Chief Complaint: "ER follow-up"
No, it's not an oxymoron.
Virtually all ER visits include as a prominent discharge instruction:
FOLLOW UP WITH YOUR PRIMARY DOCTOR.Much of the time it's a good idea; often I have no idea you were there or what happened to you, and I appreciate the opportunity to get up to speed. If it was an acute illness for which treatment was begun (say, pneumonia) a re-check is often appropriate to make sure you're getting better. If it's something more minor, like a bladder or ear infection, then it can be a waste of time (though sometimes a chance for me to discuss the role of antibiotics in ear infections, even though they're universally prescribed by ER docs.) Obviously if you've got stitches or some other wound, it makes sense for me to check it out, remove the sutures when it's time, and so forth.
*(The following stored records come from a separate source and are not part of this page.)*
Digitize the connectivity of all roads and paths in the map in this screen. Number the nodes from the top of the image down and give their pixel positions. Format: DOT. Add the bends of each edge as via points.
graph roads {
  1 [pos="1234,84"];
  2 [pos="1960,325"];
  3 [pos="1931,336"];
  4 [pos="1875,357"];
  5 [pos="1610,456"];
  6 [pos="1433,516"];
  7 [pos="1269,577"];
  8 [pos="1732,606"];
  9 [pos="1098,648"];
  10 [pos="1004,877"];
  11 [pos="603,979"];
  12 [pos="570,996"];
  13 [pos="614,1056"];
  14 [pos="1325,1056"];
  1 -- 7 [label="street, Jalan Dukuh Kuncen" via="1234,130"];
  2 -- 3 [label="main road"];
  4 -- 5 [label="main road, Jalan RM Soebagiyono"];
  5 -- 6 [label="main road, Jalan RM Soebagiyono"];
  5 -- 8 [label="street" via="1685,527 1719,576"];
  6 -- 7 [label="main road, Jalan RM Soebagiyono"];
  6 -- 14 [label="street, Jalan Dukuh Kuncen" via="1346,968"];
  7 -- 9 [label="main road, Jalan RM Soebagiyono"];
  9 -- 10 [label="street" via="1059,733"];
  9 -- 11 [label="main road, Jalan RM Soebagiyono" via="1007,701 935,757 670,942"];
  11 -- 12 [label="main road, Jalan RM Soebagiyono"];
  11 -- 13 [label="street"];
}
But what about the role of the ER in following up with what was done there?
Despite the impression given -- especially by trainees -- of Emergency Medicine as shift work, there's always follow-up. Just because one doctor goes off-duty, there are virtually always aspects of the patient encounter that remain to be followed up later. And make no mistake: ER follow-up is as vital to good medical care as it is to risk management (AKA not getting sued, or, more cynically, making sure the inevitable lawsuits are as defensible as possible.)
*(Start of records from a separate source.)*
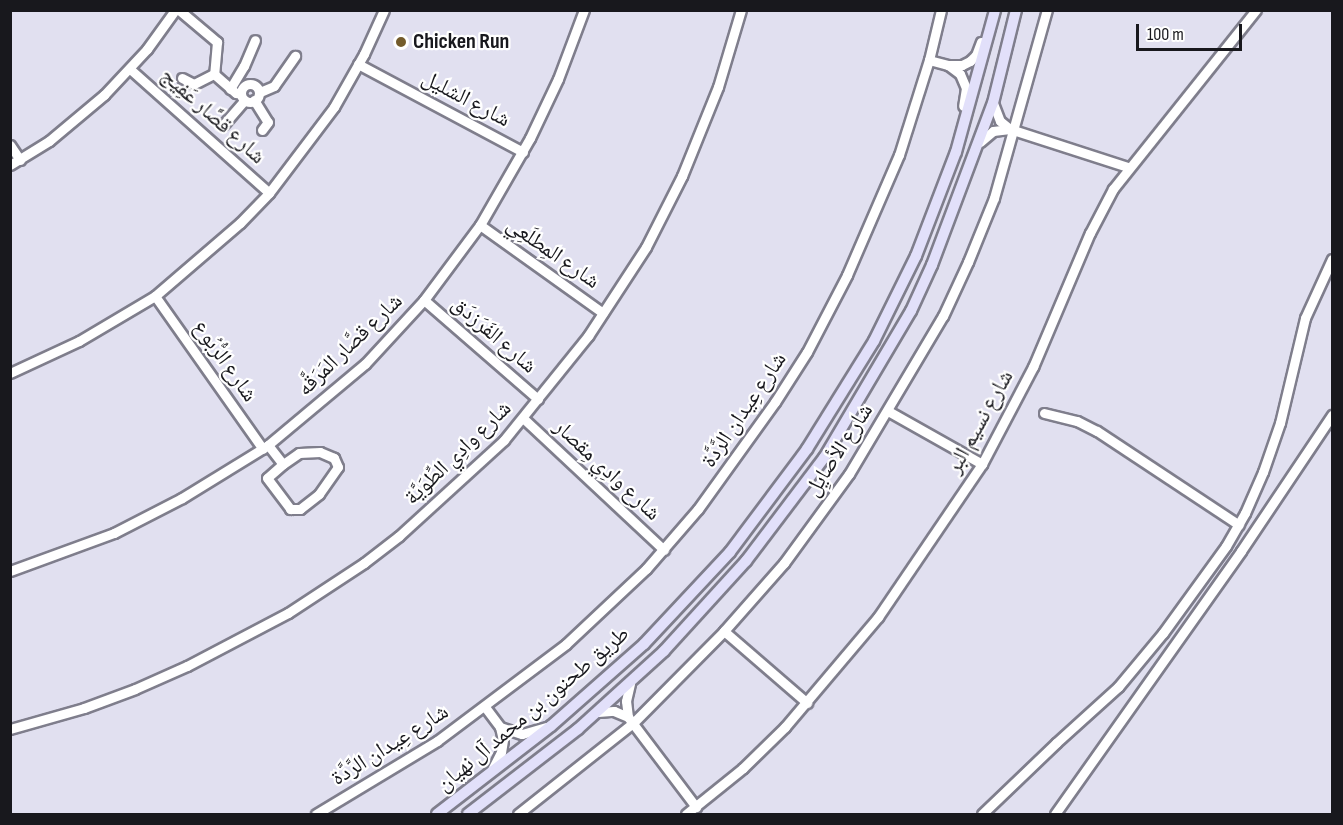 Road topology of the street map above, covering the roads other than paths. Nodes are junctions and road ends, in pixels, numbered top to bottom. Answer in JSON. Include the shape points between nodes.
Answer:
{"nodes":[{"id":1,"x":177,"y":10,"type":"edge"},
{"id":2,"x":384,"y":10,"type":"edge"},
{"id":3,"x":584,"y":10,"type":"edge"},
{"id":4,"x":741,"y":10,"type":"edge"},
{"id":5,"x":940,"y":10,"type":"edge"},
{"id":6,"x":991,"y":10,"type":"edge"},
{"id":7,"x":995,"y":10,"type":"edge"},
{"id":8,"x":1016,"y":10,"type":"edge"},
{"id":9,"x":1047,"y":10,"type":"edge"},
{"id":10,"x":1256,"y":10,"type":"edge"},
{"id":11,"x":255,"y":40,"type":"dead end"},
{"id":12,"x":295,"y":56,"type":"dead end"},
{"id":13,"x":929,"y":60,"type":"junction"},
{"id":14,"x":358,"y":64,"type":"junction"},
{"id":15,"x":948,"y":66,"type":"junction"},
{"id":16,"x":130,"y":69,"type":"junction"},
{"id":17,"x":214,"y":74,"type":"junction"},
{"id":18,"x":182,"y":78,"type":"dead end"},
{"id":19,"x":230,"y":89,"type":"junction"},
{"id":20,"x":250,"y":97,"type":"junction"},
{"id":21,"x":993,"y":103,"type":"junction"},
{"id":22,"x":223,"y":124,"type":"dead end"},
{"id":23,"x":262,"y":130,"type":"dead end"},
{"id":24,"x":1012,"y":130,"type":"junction"},
{"id":25,"x":980,"y":142,"type":"junction"},
{"id":26,"x":10,"y":145,"type":"edge"},
{"id":27,"x":523,"y":152,"type":"junction"},
{"id":28,"x":956,"y":152,"type":"junction"},
{"id":29,"x":20,"y":160,"type":"junction"},
{"id":30,"x":10,"y":165,"type":"edge"},
{"id":31,"x":1128,"y":167,"type":"junction"},
{"id":32,"x":269,"y":193,"type":"junction"},
{"id":33,"x":480,"y":225,"type":"junction"},
{"id":34,"x":1332,"y":259,"type":"edge"},
{"id":35,"x":155,"y":296,"type":"junction"},
{"id":36,"x":424,"y":300,"type":"junction"},
{"id":37,"x":603,"y":313,"type":"junction"},
{"id":38,"x":10,"y":373,"type":"edge"},
{"id":39,"x":538,"y":399,"type":"junction"},
{"id":40,"x":888,"y":411,"type":"junction"},
{"id":41,"x":1044,"y":413,"type":"dead end"},
{"id":42,"x":1332,"y":415,"type":"edge"},
{"id":43,"x":523,"y":418,"type":"junction"},
{"id":44,"x":265,"y":447,"type":"junction"},
{"id":45,"x":283,"y":464,"type":"junction"},
{"id":46,"x":981,"y":464,"type":"junction"},
{"id":47,"x":1239,"y":525,"type":"junction"},
{"id":48,"x":664,"y":550,"type":"junction"},
{"id":49,"x":10,"y":571,"type":"edge"},
{"id":50,"x":724,"y":631,"type":"junction"},
{"id":51,"x":630,"y":683,"type":"junction"},
{"id":52,"x":807,"y":703,"type":"junction"},
{"id":53,"x":484,"y":707,"type":"junction"},
{"id":54,"x":598,"y":712,"type":"junction"},
{"id":55,"x":631,"y":720,"type":"junction"},
{"id":56,"x":551,"y":726,"type":"junction"},
{"id":57,"x":500,"y":727,"type":"junction"},
{"id":58,"x":10,"y":729,"type":"edge"},
{"id":59,"x":491,"y":772,"type":"junction"},
{"id":60,"x":696,"y":807,"type":"junction"},
{"id":61,"x":316,"y":814,"type":"edge"},
{"id":62,"x":437,"y":814,"type":"edge"},
{"id":63,"x":468,"y":814,"type":"edge"},
{"id":64,"x":518,"y":814,"type":"edge"},
{"id":65,"x":686,"y":814,"type":"edge"},
{"id":66,"x":982,"y":814,"type":"edge"},
{"id":67,"x":1055,"y":814,"type":"edge"}],
"edges":[{"from":1,"to":16,"type":"street"},
{"from":1,"to":17,"type":"street","via":[[217,42]]},
{"from":2,"to":14,"type":"street"},
{"from":3,"to":27,"type":"street","name":"شارع قصَّار المَرَقَّه","via":[[558,79]]},
{"from":4,"to":37,"type":"street","name":"شارع وادِي الطِّوَيَّة","via":[[718,87],[682,176],[646,247]]},
{"from":5,"to":13,"type":"street","name":"شارع عِيدان الرَّدَّة"},
{"from":6,"to":15,"type":"street","via":[[976,55],[962,65]]},
{"from":7,"to":28,"type":"main road","name":"طريق طحنون بن محمد آل نهيان"},
{"from":8,"to":21,"type":"main road","name":"طريق طحنون بن محمد آل نهيان"},
{"from":9,"to":24,"type":"street","name":"شارع الأصايِل"},
{"from":10,"to":31,"type":"street","name":"شارع نسيم البر"},
{"from":11,"to":19,"type":"street"},
{"from":12,"to":20,"type":"street","via":[[274,86]]},
{"from":13,"to":15,"type":"street"},
{"from":13,"to":48,"type":"street","name":"شارع عِيدان الرَّدَّة","via":[[878,207],[818,332],[751,438]]},
{"from":14,"to":27,"type":"street","name":"شارع الشليل"},
{"from":14,"to":32,"type":"street","via":[[334,107]]},
{"from":15,"to":28,"type":"street","via":[[960,74],[966,88]]},
{"from":16,"to":29,"type":"street","via":[[49,141]]},
{"from":16,"to":32,"type":"street","name":"شارع قصَّار عَفِيج"},
{"from":17,"to":18,"type":"street","via":[[194,84]]},
{"from":17,"to":19,"type":"street"},
{"from":19,"to":20,"type":"street"},
{"from":20,"to":22,"type":"street"},
{"from":20,"to":23,"type":"street","via":[[268,122]]},
{"from":21,"to":24,"type":"street","via":[[996,116]]},
{"from":21,"to":25,"type":"main road","name":"طريق طحنون بن محمد آل نهيان"},
{"from":24,"to":25,"type":"street","via":[[993,131]]},
{"from":24,"to":31,"type":"street"},
{"from":24,"to":40,"type":"street","name":"شارع الأصايِل","via":[[994,198],[968,262],[943,316]]},
{"from":25,"to":51,"type":"main road","name":"طريق طحنون بن محمد آل نهيان","via":[[911,311],[824,458],[706,608]]},
{"from":26,"to":29,"type":"street"},
{"from":27,"to":33,"type":"street","name":"شارع قصَّار المَرَقَّه"},
{"from":28,"to":56,"type":"main road","name":"طريق طحنون بن محمد آل نهيان","via":[[916,256],[879,330],[807,449],[730,552],[686,602]]},
{"from":29,"to":30,"type":"street"},
{"from":31,"to":46,"type":"street","name":"شارع نسيم البر","via":[[1101,210],[1033,367]]},
{"from":32,"to":35,"type":"street","via":[[210,251]]},
{"from":33,"to":36,"type":"street","name":"شارع قصَّار المَرَقَّه"},
{"from":33,"to":37,"type":"street","name":"شارع المِطلَعِي"},
{"from":34,"to":47,"type":"street","via":[[1305,318],[1272,448]]},
{"from":35,"to":38,"type":"street","via":[[79,341]]},
{"from":35,"to":44,"type":"street","name":"شارع الرُّبُوع"},
{"from":36,"to":39,"type":"street","name":"شارع الفَرَزدَق"},
{"from":36,"to":44,"type":"street","name":"شارع قصَّار المَرَقَّه","via":[[365,364]]},
{"from":37,"to":39,"type":"street","name":"شارع وادِي الطِّوَيَّة"},
{"from":39,"to":43,"type":"street","name":"شارع وادِي الطِّوَيَّة"},
{"from":40,"to":46,"type":"street"},
{"from":40,"to":50,"type":"street","name":"شارع الأصايِل","via":[[835,495],[784,563]]},
{"from":41,"to":47,"type":"street","via":[[1097,431]]},
{"from":42,"to":67,"type":"street"},
{"from":43,"to":48,"type":"street","name":"شارع وادِي مِقصار"},
{"from":43,"to":58,"type":"street","name":"شارع وادِي الطِّوَيَّة","via":[[399,537],[288,613],[135,689]]},
{"from":44,"to":45,"type":"street","name":"شارع الرُّبُوع"},
{"from":44,"to":49,"type":"street","name":"شارع قصَّار المَرَقَّه","via":[[139,521]]},
{"from":45,"to":45,"type":"street","via":[[267,478],[290,509],[300,509],[320,494],[338,467],[334,458],[320,452],[299,453]]},
{"from":46,"to":52,"type":"street","name":"شارع نسيم البر","via":[[878,617]]},
{"from":47,"to":66,"type":"street","via":[[1206,577],[1128,677]]},
{"from":48,"to":53,"type":"street","name":"شارع عِيدان الرَّدَّة","via":[[566,644]]},
{"from":50,"to":52,"type":"street"},
{"from":50,"to":55,"type":"street","name":"شارع الأصايِل"},
{"from":51,"to":54,"type":"main road","name":"طريق طحنون بن محمد آل نهيان"},
{"from":51,"to":55,"type":"street","via":[[626,701]]},
{"from":52,"to":60,"type":"street","name":"شارع نسيم البر","via":[[743,768]]},
{"from":53,"to":57,"type":"street"},
{"from":53,"to":61,"type":"street","name":"شارع عِيدان الرَّدَّة","via":[[378,779]]},
{"from":54,"to":55,"type":"street","via":[[614,711]]},
{"from":54,"to":63,"type":"main road","name":"طريق طحنون بن محمد آل نهيان"},
{"from":55,"to":60,"type":"street"},
{"from":55,"to":64,"type":"street","name":"شارع الأصايِل"},
{"from":56,"to":57,"type":"street","via":[[522,734]]},
{"from":56,"to":59,"type":"main road","name":"طريق طحنون بن محمد آل نهيان"},
{"from":57,"to":59,"type":"street","via":[[502,746]]},
{"from":59,"to":62,"type":"main road","name":"طريق طحنون بن محمد آل نهيان"},
{"from":60,"to":65,"type":"street","name":"شارع نسيم البر"}]}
Any time you do a test that doesn't provide a final result prior to the patient's discharge, someone has to be responsible for following up. Making sure the results are back, taking note of what they are, and contacting someone -- patient, primary or other consultant -- is part and parcel of ER care.
Oh no, I hear you cry. We never discharge patients until we have all their results. Really? You mean you never send a urine, blood or CSF culture (not just rapid antigen tests) from the ER? You can't make bacteria grow any faster, you know. You really keep people in the ER for 48-72 hours, just waiting for cultures? You've never sent out a serologic test for Lyme or anything else? Or does every single one of you work in an enormous medical center where every possible test is run on site 24/7? Do you not have radiologists reading your films on a backup basis, and have they never found something you missed? It's appropriate -- and often vital -- to send these tests from the ER, but it's just as important to make sure the results come back, are noted and disseminated to the appropriate parties.
There are many ways to accomplish this, but ideally it needs to be systematic. Keeping track of (and tracking down) results can be delegated to clerical staff, but review of results should probably be done by physicians or nurses. During an ER rotation I did at CHOP during my residency, the job was assigned to one of the senior residents each day. (That's why they were always yelling at us to get phone numbers from parents, that often didn't work anyway. Things may be a little better now in the cell phone era, but I'll bet not by much.) In one small-ish community hospital I know, the chief of the department comes in on a day (not middle of the night) he's not working a shift and goes through them. (That's the guy who called -- during office hours -- about a concern with a patient seen earlier.)
There are good ways and not-so-good ways to handle this issue. At my current hospital, the policy is only to call patients back with sent-out test results if they're positive. I think this is a terrible idea. My patient was frantically calling me for her Lyme result. That's the only way I found out about their policy and believe me, I'm going to be calling someone about it.
So to all you ER residents out there, although you may not be involved with it or see it happening, and even though it's not nearly as sexy or exciting as actually moving the meat, following up on cultures and send-outs and unexpected radiology findings is part of the job. Being in training gives you the luxury of imagining that once you dispo the patient your responsibility is over. It's as naive as an FP or IM resident saying, "I just want to practice medicine, and not be bothered with the business aspects of practice." Don't kid yourself.